Smaller is also possible

As AI becomes more prevalent within companies, more organizations will take the plunge into their own AI hardware. That, at least, is the goal of the more traditional HPE Compute XD700 servers, based on Nvidia’s reference design, the HGX Rubin NVL8. Up to 128 Rubin GPUs can fit into a rack using these servers, double the capacity of the previous generation.

However, the Nvidia component is reduced slightly, as Intel is the CPU supplier for these systems. According to HPE, Xeon 6 processors are sufficiently scalable to support future models. Configurations scale from two racks to thousands with an OCP-“inspired” design, so presumably with few deviations from the industry standard. HPE Services is available for these systems to provide predictable daily operations and support.

More Nvidia Collaboration

Returning to the “extreme” co-engineering that HPE claims to have carried out with Nvidia: this manifests itself in hardware, software, and services alike.
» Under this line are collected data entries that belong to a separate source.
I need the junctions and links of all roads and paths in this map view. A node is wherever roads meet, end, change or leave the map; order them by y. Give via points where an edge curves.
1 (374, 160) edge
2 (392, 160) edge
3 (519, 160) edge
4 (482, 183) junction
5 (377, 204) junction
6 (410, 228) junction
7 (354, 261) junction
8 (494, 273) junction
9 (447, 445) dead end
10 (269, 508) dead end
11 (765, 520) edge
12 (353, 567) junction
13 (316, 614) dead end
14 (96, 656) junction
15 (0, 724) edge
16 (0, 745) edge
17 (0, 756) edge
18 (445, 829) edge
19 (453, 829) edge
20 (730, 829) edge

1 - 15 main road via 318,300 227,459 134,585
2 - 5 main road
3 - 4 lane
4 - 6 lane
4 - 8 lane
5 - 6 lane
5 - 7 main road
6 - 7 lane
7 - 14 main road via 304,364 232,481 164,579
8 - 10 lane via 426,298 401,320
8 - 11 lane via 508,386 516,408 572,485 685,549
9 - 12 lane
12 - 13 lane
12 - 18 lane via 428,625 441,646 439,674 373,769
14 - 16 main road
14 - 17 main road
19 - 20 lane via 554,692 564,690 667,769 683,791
For instance, HPE now also supports the functionality of Run.ai out-of-the-box, which helps maximize the utilization of all available GPUs. Run.ai, acquired by Nvidia, has thus clearly become a priority so that end users can truly utilize their valuable hardware as much as possible.

The reason for pursuing such integrations is not simply to offer a more expensive solution. HPE states that a company needs four to seven experts just to design an AI system from start to finish, not to mention the procurement of servers and cabling. With this new offering, HPE aims to provide a “cloud-like” experience where its own expertise, resources, and third-party tooling help eliminate the need for those experts.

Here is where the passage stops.